- [Task prompt]:
Look through the entries below. Report each line that has the word "Sauces" in it.

——

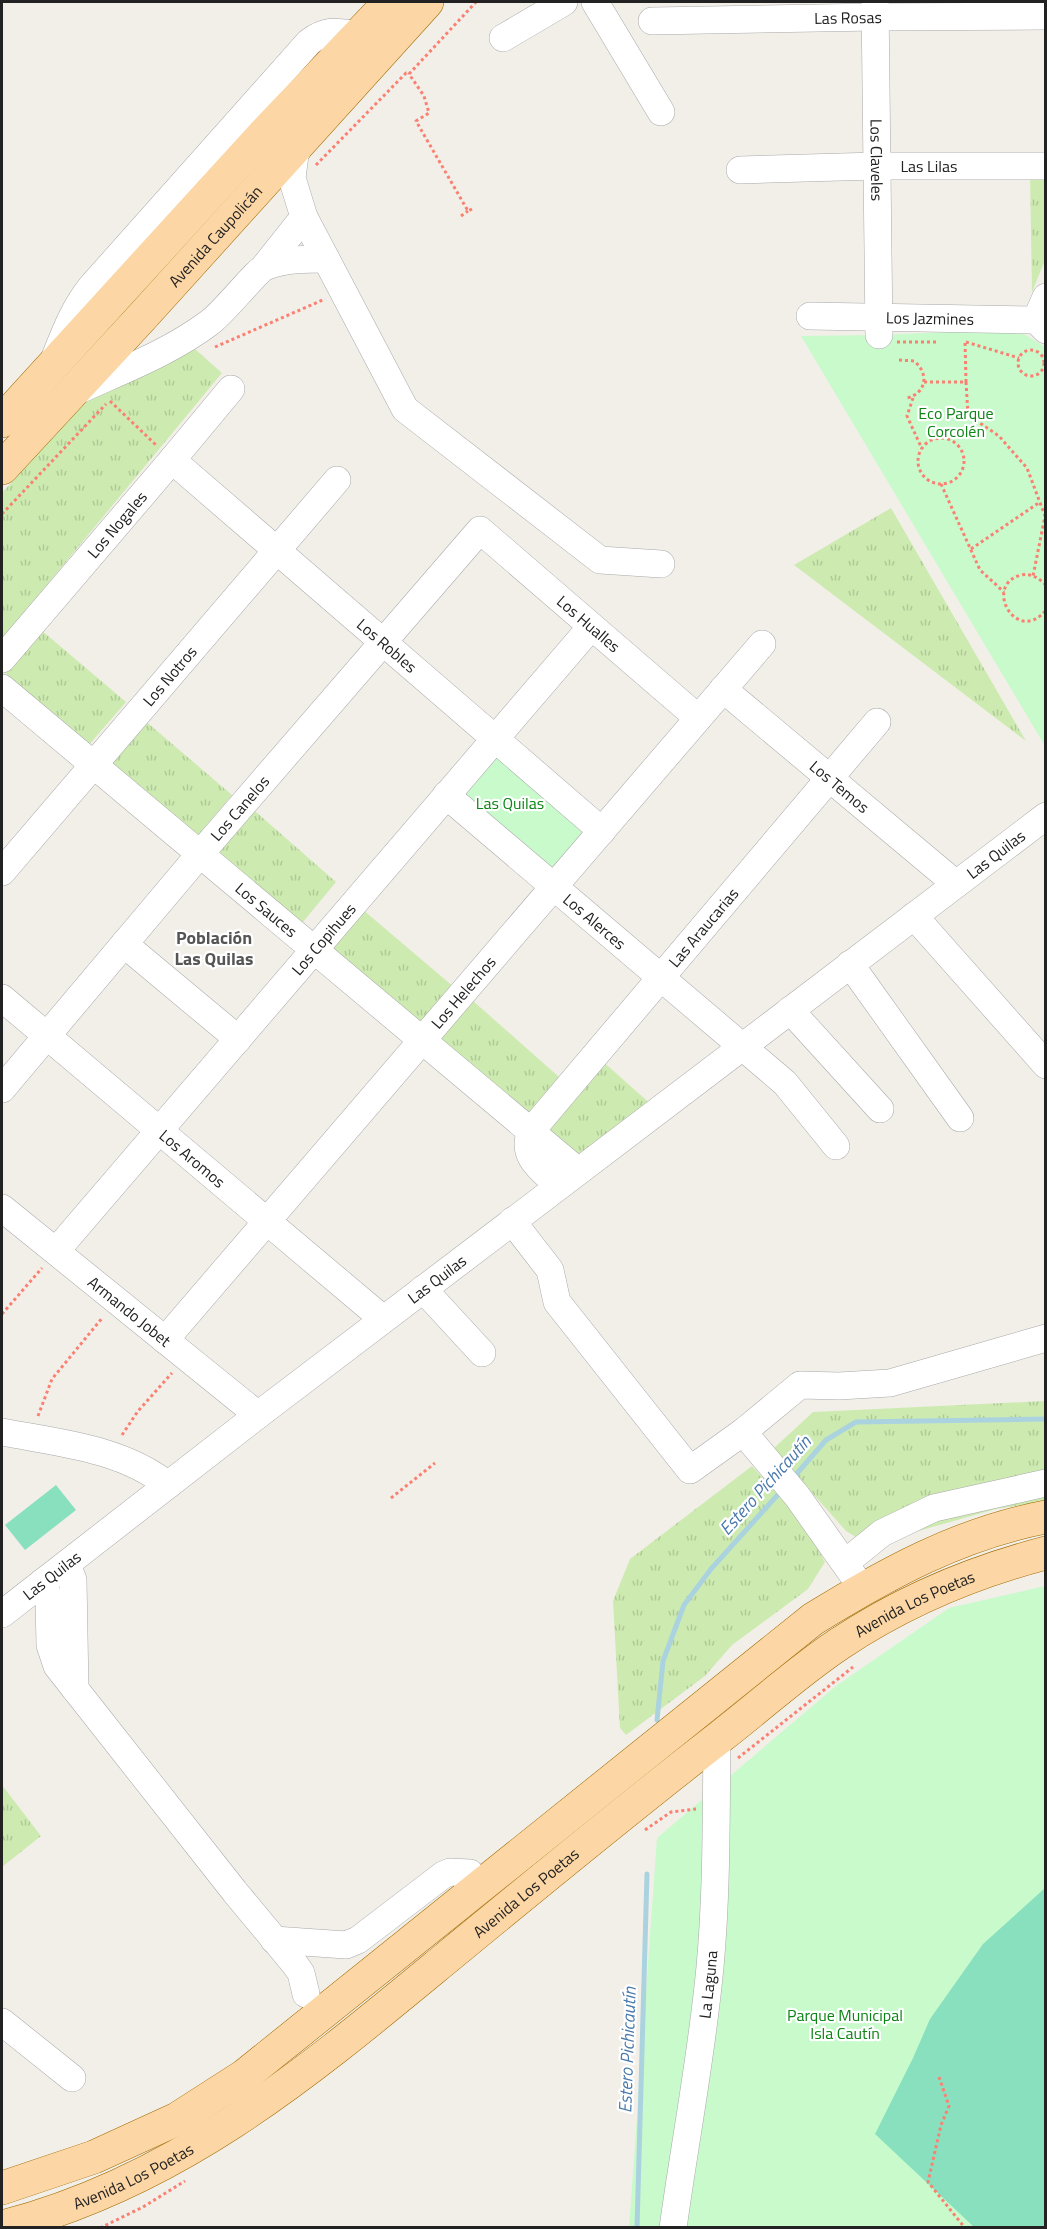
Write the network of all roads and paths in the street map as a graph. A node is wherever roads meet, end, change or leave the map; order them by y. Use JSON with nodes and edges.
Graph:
{"nodes":[{"id":1,"x":390,"y":2,"type":"edge"},
{"id":2,"x":427,"y":2,"type":"edge"},
{"id":3,"x":477,"y":2,"type":"edge"},
{"id":4,"x":564,"y":2,"type":"edge"},
{"id":5,"x":595,"y":2,"type":"edge"},
{"id":6,"x":875,"y":9,"type":"edge"},
{"id":7,"x":1046,"y":16,"type":"edge"},
{"id":8,"x":652,"y":21,"type":"dead end"},
{"id":9,"x":360,"y":35,"type":"junction"},
{"id":10,"x":503,"y":38,"type":"dead end"},
{"id":11,"x":661,"y":112,"type":"dead end"},
{"id":12,"x":306,"y":135,"type":"junction"},
{"id":13,"x":876,"y":166,"type":"junction"},
{"id":14,"x":1046,"y":166,"type":"edge"},
{"id":15,"x":740,"y":170,"type":"dead end"},
{"id":16,"x":472,"y":209,"type":"dead end"},
{"id":17,"x":468,"y":211,"type":"junction"},
{"id":18,"x":461,"y":216,"type":"dead end"},
{"id":19,"x":304,"y":217,"type":"junction"},
{"id":20,"x":326,"y":259,"type":"junction"},
{"id":21,"x":146,"y":263,"type":"junction"},
{"id":22,"x":265,"y":266,"type":"junction"},
{"id":23,"x":343,"y":291,"type":"junction"},
{"id":24,"x":1042,"y":315,"type":"edge"},
{"id":25,"x":810,"y":316,"type":"dead end"},
{"id":26,"x":142,"y":317,"type":"junction"},
{"id":27,"x":885,"y":331,"type":"junction"},
{"id":28,"x":204,"y":341,"type":"junction"},
{"id":29,"x":942,"y":342,"type":"dead end"},
{"id":30,"x":1019,"y":358,"type":"junction"},
{"id":31,"x":899,"y":360,"type":"dead end"},
{"id":32,"x":51,"y":364,"type":"junction"},
{"id":33,"x":1041,"y":371,"type":"junction"},
{"id":34,"x":1046,"y":374,"type":"edge"},
{"id":35,"x":924,"y":382,"type":"junction"},
{"id":36,"x":966,"y":382,"type":"junction"},
{"id":37,"x":231,"y":389,"type":"dead end"},
{"id":38,"x":70,"y":395,"type":"junction"},
{"id":39,"x":117,"y":395,"type":"dead end"},
{"id":40,"x":913,"y":397,"type":"junction"},
{"id":41,"x":907,"y":398,"type":"dead end"},
{"id":42,"x":110,"y":401,"type":"junction"},
{"id":43,"x":2,"y":421,"type":"edge"},
{"id":44,"x":922,"y":449,"type":"junction"},
{"id":45,"x":172,"y":460,"type":"junction"},
{"id":46,"x":2,"y":468,"type":"edge"},
{"id":47,"x":337,"y":480,"type":"dead end"},
{"id":48,"x":941,"y":484,"type":"junction"},
{"id":49,"x":1040,"y":502,"type":"junction"},
{"id":50,"x":2,"y":514,"type":"edge"},
{"id":51,"x":480,"y":530,"type":"joint"},
{"id":52,"x":971,"y":549,"type":"junction"},
{"id":53,"x":276,"y":550,"type":"junction"},
{"id":54,"x":661,"y":564,"type":"dead end"},
{"id":55,"x":1033,"y":576,"type":"junction"},
{"id":56,"x":1046,"y":585,"type":"edge"},
{"id":57,"x":1004,"y":592,"type":"junction"},
{"id":58,"x":1046,"y":610,"type":"edge"},
{"id":59,"x":591,"y":627,"type":"junction"},
{"id":60,"x":384,"y":643,"type":"junction"},
{"id":61,"x":762,"y":644,"type":"dead end"},
{"id":62,"x":2,"y":659,"type":"edge"},
{"id":63,"x":2,"y":688,"type":"edge"},
{"id":64,"x":723,"y":689,"type":"junction"},
{"id":65,"x":698,"y":718,"type":"junction"},
{"id":66,"x":877,"y":722,"type":"dead end"},
{"id":67,"x":495,"y":738,"type":"junction"},
{"id":68,"x":94,"y":765,"type":"junction"},
{"id":69,"x":830,"y":777,"type":"junction"},
{"id":70,"x":447,"y":795,"type":"junction"},
{"id":71,"x":1045,"y":818,"type":"edge"},
{"id":72,"x":602,"y":831,"type":"junction"},
{"id":73,"x":200,"y":854,"type":"junction"},
{"id":74,"x":2,"y":872,"type":"edge"},
{"id":75,"x":956,"y":884,"type":"junction"},
{"id":76,"x":554,"y":886,"type":"junction"},
{"id":77,"x":914,"y":916,"type":"junction"},
{"id":78,"x":124,"y":944,"type":"junction"},
{"id":79,"x":315,"y":950,"type":"junction"},
{"id":80,"x":850,"y":964,"type":"junction"},
{"id":81,"x":662,"y":976,"type":"junction"},
{"id":82,"x":2,"y":998,"type":"edge"},
{"id":83,"x":790,"y":1010,"type":"junction"},
{"id":84,"x":46,"y":1035,"type":"junction"},
{"id":85,"x":238,"y":1039,"type":"junction"},
{"id":86,"x":423,"y":1041,"type":"junction"},
{"id":87,"x":743,"y":1046,"type":"junction"},
{"id":88,"x":1046,"y":1065,"type":"edge"},
{"id":89,"x":2,"y":1089,"type":"edge"},
{"id":90,"x":880,"y":1108,"type":"dead end"},
{"id":91,"x":960,"y":1118,"type":"dead end"},
{"id":92,"x":159,"y":1131,"type":"junction"},
{"id":93,"x":531,"y":1131,"type":"junction"},
{"id":94,"x":836,"y":1146,"type":"dead end"},
{"id":95,"x":569,"y":1178,"type":"junction"},
{"id":96,"x":2,"y":1208,"type":"edge"},
{"id":97,"x":512,"y":1221,"type":"junction"},
{"id":98,"x":267,"y":1222,"type":"junction"},
{"id":99,"x":56,"y":1251,"type":"junction"},
{"id":100,"x":423,"y":1289,"type":"junction"},
{"id":101,"x":116,"y":1300,"type":"junction"},
{"id":102,"x":2,"y":1314,"type":"edge"},
{"id":103,"x":383,"y":1319,"type":"junction"},
{"id":104,"x":1046,"y":1338,"type":"edge"},
{"id":105,"x":165,"y":1340,"type":"junction"},
{"id":106,"x":482,"y":1353,"type":"dead end"},
{"id":107,"x":186,"y":1357,"type":"junction"},
{"id":108,"x":258,"y":1415,"type":"junction"},
{"id":109,"x":2,"y":1432,"type":"edge"},
{"id":110,"x":743,"y":1432,"type":"junction"},
{"id":111,"x":30,"y":1437,"type":"junction"},
{"id":112,"x":108,"y":1454,"type":"junction"},
{"id":113,"x":435,"y":1463,"type":"dead end"},
{"id":114,"x":1046,"y":1483,"type":"edge"},
{"id":115,"x":168,"y":1485,"type":"junction"},
{"id":116,"x":391,"y":1498,"type":"dead end"},
{"id":117,"x":1046,"y":1517,"type":"edge"},
{"id":118,"x":1046,"y":1553,"type":"edge"},
{"id":119,"x":67,"y":1564,"type":"junction"},
{"id":120,"x":854,"y":1576,"type":"junction"},
{"id":121,"x":43,"y":1582,"type":"junction"},
{"id":122,"x":10,"y":1607,"type":"edge"},
{"id":123,"x":50,"y":1645,"type":"junction"},
{"id":124,"x":861,"y":1661,"type":"dead end"},
{"id":125,"x":75,"y":1689,"type":"junction"},
{"id":126,"x":724,"y":1751,"type":"junction"},
{"id":127,"x":608,"y":1783,"type":"junction"},
{"id":128,"x":470,"y":1873,"type":"joint"},
{"id":129,"x":280,"y":1947,"type":"junction"},
{"id":130,"x":306,"y":1994,"type":"joint"},
{"id":131,"x":2,"y":2022,"type":"edge"},
{"id":132,"x":939,"y":2077,"type":"dead end"},
{"id":133,"x":72,"y":2078,"type":"dead end"},
{"id":134,"x":154,"y":2130,"type":"junction"},
{"id":135,"x":2,"y":2188,"type":"edge"},
{"id":136,"x":2,"y":2227,"type":"edge"},
{"id":137,"x":673,"y":2228,"type":"edge"},
{"id":138,"x":965,"y":2228,"type":"edge"}],
"edges":[{"from":1,"to":9,"type":"main road","name":"Avenida Caupolicán"},
{"from":2,"to":12,"type":"main road","name":"Avenida Caupolicán"},
{"from":3,"to":17,"type":"path"},
{"from":4,"to":10,"type":"street"},
{"from":5,"to":11,"type":"street"},
{"from":6,"to":7,"type":"street","name":"Las Rosas"},
{"from":6,"to":8,"type":"street","name":"Las Rosas"},
{"from":6,"to":13,"type":"street","name":"Los Claveles"},
{"from":9,"to":21,"type":"main road","name":"Avenida Caupolicán"},
{"from":9,"to":32,"type":"street","name":"Avenida Caupolicán"},
{"from":12,"to":19,"type":"street"},
{"from":12,"to":26,"type":"main road","name":"Avenida Caupolicán"},
{"from":13,"to":14,"type":"street","name":"Las Lilas"},
{"from":13,"to":15,"type":"street","name":"Las Lilas"},
{"from":13,"to":27,"type":"street","name":"Los Claveles"},
{"from":16,"to":17,"type":"path"},
{"from":17,"to":18,"type":"path"},
{"from":19,"to":20,"type":"street"},
{"from":19,"to":22,"type":"street"},
{"from":20,"to":22,"type":"street"},
{"from":20,"to":23,"type":"street"},
{"from":21,"to":26,"type":"main road"},
{"from":21,"to":32,"type":"main road","name":"Avenida Caupolicán"},
{"from":22,"to":28,"type":"street"},
{"from":23,"to":28,"type":"path"},
{"from":23,"to":54,"type":"street"},
{"from":24,"to":27,"type":"street","name":"Los Jazmines"},
{"from":25,"to":27,"type":"street","name":"Los Jazmines"},
{"from":26,"to":28,"type":"street"},
{"from":26,"to":38,"type":"main road","name":"Avenida Caupolicán"},
{"from":27,"to":29,"type":"path"},
{"from":28,"to":38,"type":"street"},
{"from":30,"to":33,"type":"path"},
{"from":30,"to":33,"type":"path"},
{"from":30,"to":36,"type":"path"},
{"from":31,"to":35,"type":"path"},
{"from":32,"to":43,"type":"main road","name":"Avenida Caupolicán"},
{"from":33,"to":34,"type":"path"},
{"from":35,"to":36,"type":"path"},
{"from":35,"to":40,"type":"path"},
{"from":36,"to":49,"type":"path"},
{"from":37,"to":45,"type":"street","name":"Los Nogales"},
{"from":38,"to":46,"type":"main road","name":"Avenida Caupolicán"},
{"from":39,"to":42,"type":"path"},
{"from":40,"to":41,"type":"path"},
{"from":40,"to":44,"type":"path"},
{"from":42,"to":45,"type":"path"},
{"from":42,"to":50,"type":"path"},
{"from":44,"to":48,"type":"path"},
{"from":44,"to":48,"type":"path"},
{"from":45,"to":53,"type":"street","name":"Los Robles"},
{"from":45,"to":62,"type":"street","name":"Los Nogales"},
{"from":47,"to":53,"type":"street","name":"Los Notros"},
{"from":48,"to":52,"type":"path"},
{"from":49,"to":52,"type":"path"},
{"from":49,"to":55,"type":"path"},
{"from":51,"to":59,"type":"street","name":"Los Hualles"},
{"from":51,"to":60,"type":"street","name":"Los Canelos"},
{"from":52,"to":57,"type":"path"},
{"from":53,"to":60,"type":"street","name":"Los Robles"},
{"from":53,"to":68,"type":"street","name":"Los Notros"},
{"from":55,"to":56,"type":"path"},
{"from":55,"to":57,"type":"path"},
{"from":57,"to":58,"type":"path"},
{"from":59,"to":65,"type":"street","name":"Los Hualles"},
{"from":59,"to":67,"type":"street","name":"Los Copihues"},
{"from":60,"to":67,"type":"street","name":"Los Robles"},
{"from":60,"to":73,"type":"street","name":"Los Canelos"},
{"from":61,"to":64,"type":"street","name":"Los Helechos"},
{"from":63,"to":68,"type":"street","name":"Los Sauces"},
{"from":64,"to":65,"type":"street","name":"Los Helechos"},
{"from":64,"to":69,"type":"street","name":"Los Temos"},
{"from":65,"to":72,"type":"street","name":"Los Helechos"},
{"from":66,"to":69,"type":"street","name":"Las Araucarias"},
{"from":67,"to":70,"type":"street","name":"Los Copihues"},
{"from":67,"to":72,"type":"street","name":"Los Robles"},
{"from":68,"to":73,"type":"street","name":"Los Sauces"},
{"from":68,"to":74,"type":"street","name":"Los Notros"},
{"from":69,"to":75,"type":"street","name":"Los Temos"},
{"from":69,"to":81,"type":"street","name":"Las Araucarias"},
{"from":70,"to":76,"type":"street","name":"Los Alerces"},
{"from":70,"to":79,"type":"street","name":"Los Copihues"},
{"from":71,"to":75,"type":"street","name":"Las Quilas"},
{"from":72,"to":76,"type":"street","name":"Los Helechos"},
{"from":73,"to":78,"type":"street","name":"Los Canelos"},
{"from":73,"to":79,"type":"street","name":"Los Sauces"},
{"from":75,"to":77,"type":"street","name":"Las Quilas"},
{"from":76,"to":81,"type":"street","name":"Los Alerces"},
{"from":76,"to":86,"type":"street","name":"Los Helechos"},
{"from":77,"to":80,"type":"street","name":"Las Quilas"},
{"from":77,"to":88,"type":"street"},
{"from":78,"to":84,"type":"street","name":"Los Canelos"},
{"from":78,"to":85,"type":"street"},
{"from":79,"to":85,"type":"street","name":"Los Copihues"},
{"from":79,"to":86,"type":"street","name":"Los Sauces"},
{"from":80,"to":83,"type":"street","name":"Las Quilas"},
{"from":80,"to":91,"type":"street"},
{"from":81,"to":87,"type":"street","name":"Los Alerces"},
{"from":81,"to":93,"type":"street","name":"Las Araucarias"},
{"from":82,"to":84,"type":"street","name":"Los Aromos"},
{"from":83,"to":87,"type":"street","name":"Las Quilas"},
{"from":83,"to":90,"type":"street"},
{"from":84,"to":89,"type":"street","name":"Los Canelos"},
{"from":84,"to":92,"type":"street","name":"Los Aromos"},
{"from":85,"to":92,"type":"street","name":"Los Copihues"},
{"from":86,"to":93,"type":"street","name":"Los Sauces"},
{"from":86,"to":98,"type":"street","name":"Los Helechos"},
{"from":87,"to":94,"type":"street","name":"Los Alerces"},
{"from":87,"to":95,"type":"street","name":"Las Quilas"},
{"from":92,"to":98,"type":"street","name":"Los Aromos"},
{"from":92,"to":99,"type":"street","name":"Los Copihues"},
{"from":93,"to":95,"type":"street","name":"Los Sauces"},
{"from":95,"to":97,"type":"street","name":"Las Quilas"},
{"from":96,"to":99,"type":"street","name":"Armando Jobet"},
{"from":97,"to":100,"type":"street","name":"Las Quilas"},
{"from":97,"to":110,"type":"street"},
{"from":98,"to":103,"type":"street","name":"Los Aromos"},
{"from":98,"to":105,"type":"street","name":"Los Helechos"},
{"from":99,"to":101,"type":"street","name":"Armando Jobet"},
{"from":99,"to":102,"type":"path"},
{"from":100,"to":103,"type":"street","name":"Las Quilas"},
{"from":100,"to":106,"type":"street"},
{"from":101,"to":105,"type":"street","name":"Armando Jobet"},
{"from":101,"to":111,"type":"path"},
{"from":103,"to":108,"type":"street","name":"Las Quilas"},
{"from":104,"to":110,"type":"street"},
{"from":105,"to":107,"type":"street","name":"Armando Jobet"},
{"from":107,"to":108,"type":"street","name":"Armando Jobet"},
{"from":107,"to":112,"type":"path"},
{"from":108,"to":115,"type":"street","name":"Las Quilas"},
{"from":109,"to":111,"type":"street"},
{"from":110,"to":120,"type":"street"},
{"from":111,"to":112,"type":"street"},
{"from":112,"to":115,"type":"street"},
{"from":113,"to":116,"type":"path"},
{"from":114,"to":120,"type":"street"},
{"from":115,"to":119,"type":"street","name":"Las Quilas"},
{"from":117,"to":120,"type":"main road","name":"Avenida Los Poetas"},
{"from":118,"to":126,"type":"main road","name":"Avenida Los Poetas"},
{"from":119,"to":121,"type":"street","name":"Las Quilas"},
{"from":119,"to":125,"type":"street"},
{"from":120,"to":127,"type":"main road","name":"Avenida Los Poetas"},
{"from":121,"to":122,"type":"street","name":"Las Quilas"},
{"from":121,"to":123,"type":"street"},
{"from":122,"to":123,"type":"street"},
{"from":123,"to":125,"type":"street"},
{"from":124,"to":126,"type":"path"},
{"from":125,"to":129,"type":"street"},
{"from":126,"to":136,"type":"main road","name":"Avenida Los Poetas"},
{"from":126,"to":137,"type":"street","name":"La Laguna"},
{"from":127,"to":128,"type":"main road"},
{"from":127,"to":134,"type":"main road","name":"Avenida Los Poetas"},
{"from":128,"to":129,"type":"street"},
{"from":129,"to":130,"type":"street"},
{"from":130,"to":134,"type":"main road"},
{"from":131,"to":133,"type":"street"},
{"from":132,"to":138,"type":"path"},
{"from":134,"to":135,"type":"main road","name":"Avenida Los Poetas"}]}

——

- [Written solution]:
{"from":63,"to":68,"type":"street","name":"Los Sauces"},
{"from":68,"to":73,"type":"street","name":"Los Sauces"},
{"from":73,"to":79,"type":"street","name":"Los Sauces"},
{"from":79,"to":86,"type":"street","name":"Los Sauces"},
{"from":86,"to":93,"type":"street","name":"Los Sauces"},
{"from":93,"to":95,"type":"street","name":"Los Sauces"},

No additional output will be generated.